§ **DATA PROVIDED**:
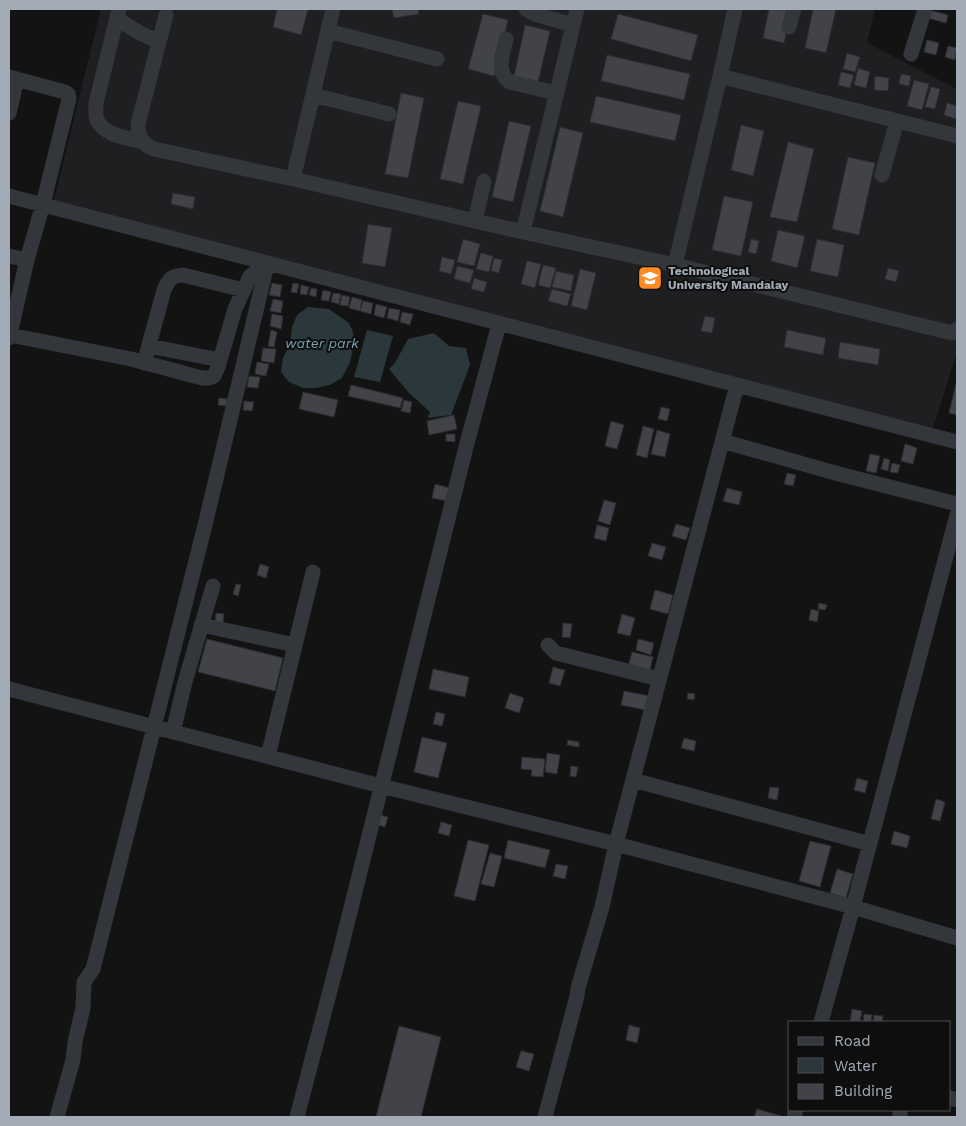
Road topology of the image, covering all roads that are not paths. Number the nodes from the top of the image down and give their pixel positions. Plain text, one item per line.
1 (333, 9) edge
2 (526, 9) edge
3 (576, 9) edge
4 (794, 9) edge
5 (925, 9) edge
6 (731, 10) edge
7 (118, 13) edge
8 (166, 15) dead end
9 (572, 25) junction
10 (790, 27) dead end
11 (328, 31) junction
12 (506, 39) dead end
13 (158, 40) junction
14 (912, 54) dead end
15 (437, 59) dead end
16 (720, 76) junction
17 (13, 78) edge
18 (556, 93) junction
19 (313, 94) junction
20 (9, 113) edge
21 (389, 114) dead end
22 (897, 121) junction
23 (957, 136) edge
24 (143, 142) junction
25 (882, 174) dead end
26 (293, 179) junction
27 (482, 180) dead end
28 (9, 196) edge
29 (43, 204) junction
30 (475, 221) junction
31 (522, 232) junction
32 (9, 256) edge
33 (27, 260) junction
34 (675, 266) junction
35 (267, 268) junction
36 (244, 290) junction
37 (498, 324) junction
38 (231, 326) junction
39 (957, 330) edge
40 (252, 331) junction
41 (9, 337) edge
42 (149, 346) junction
43 (220, 360) junction
44 (144, 364) junction
45 (737, 385) junction
46 (722, 441) junction
47 (957, 442) edge
48 (957, 504) edge
49 (957, 515) edge
50 (313, 572) dead end
51 (212, 586) dead end
52 (201, 625) junction
53 (295, 645) junction
54 (548, 645) dead end
55 (659, 679) junction
56 (9, 689) edge
57 (154, 727) junction
58 (173, 732) junction
59 (268, 756) junction
60 (633, 780) junction
61 (381, 786) junction
62 (616, 844) junction
63 (870, 844) junction
64 (853, 906) junction
65 (957, 938) edge
66 (821, 1021) edge
67 (57, 1117) edge
68 (297, 1117) edge
69 (545, 1117) edge

1 - 11 street
2 - 9 street
3 - 9 street
4 - 10 street
5 - 14 street
6 - 16 street
7 - 13 street
7 - 24 street
8 - 13 street
9 - 18 street
11 - 15 street
11 - 19 street
12 - 18 street
13 - 24 street
16 - 22 street
16 - 34 street
17 - 20 street
17 - 29 street
18 - 31 street
19 - 21 street
19 - 26 street
22 - 23 street
22 - 25 street
24 - 26 street
26 - 30 street
27 - 30 street
28 - 29 street
29 - 33 street
29 - 35 street
30 - 31 street
31 - 34 street
32 - 33 street
33 - 41 street
34 - 39 street
35 - 36 street
35 - 37 street
35 - 40 street
36 - 38 street
36 - 42 street
37 - 45 street
37 - 61 street
38 - 40 street
38 - 43 street
40 - 57 street
41 - 44 street
42 - 43 street
42 - 44 street
43 - 44 street
45 - 46 street
45 - 47 street
46 - 48 street
46 - 55 street
49 - 63 street
50 - 53 street
51 - 52 street
52 - 53 street
52 - 58 street
53 - 59 street
54 - 55 street
55 - 60 street
56 - 57 street
57 - 58 street
57 - 67 street
58 - 59 street
59 - 61 street
60 - 62 street
60 - 63 street
61 - 62 street
61 - 68 street
62 - 64 street
62 - 69 street
63 - 64 street
64 - 65 street
64 - 66 street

§ **PROBLEM REQUIREMENTS**: Write out every line from the data above that includes "dead".

§ **RESULT FOR THIS EXERCISE**:
8 (166, 15) dead end
10 (790, 27) dead end
12 (506, 39) dead end
14 (912, 54) dead end
15 (437, 59) dead end
21 (389, 114) dead end
25 (882, 174) dead end
27 (482, 180) dead end
50 (313, 572) dead end
51 (212, 586) dead end
54 (548, 645) dead end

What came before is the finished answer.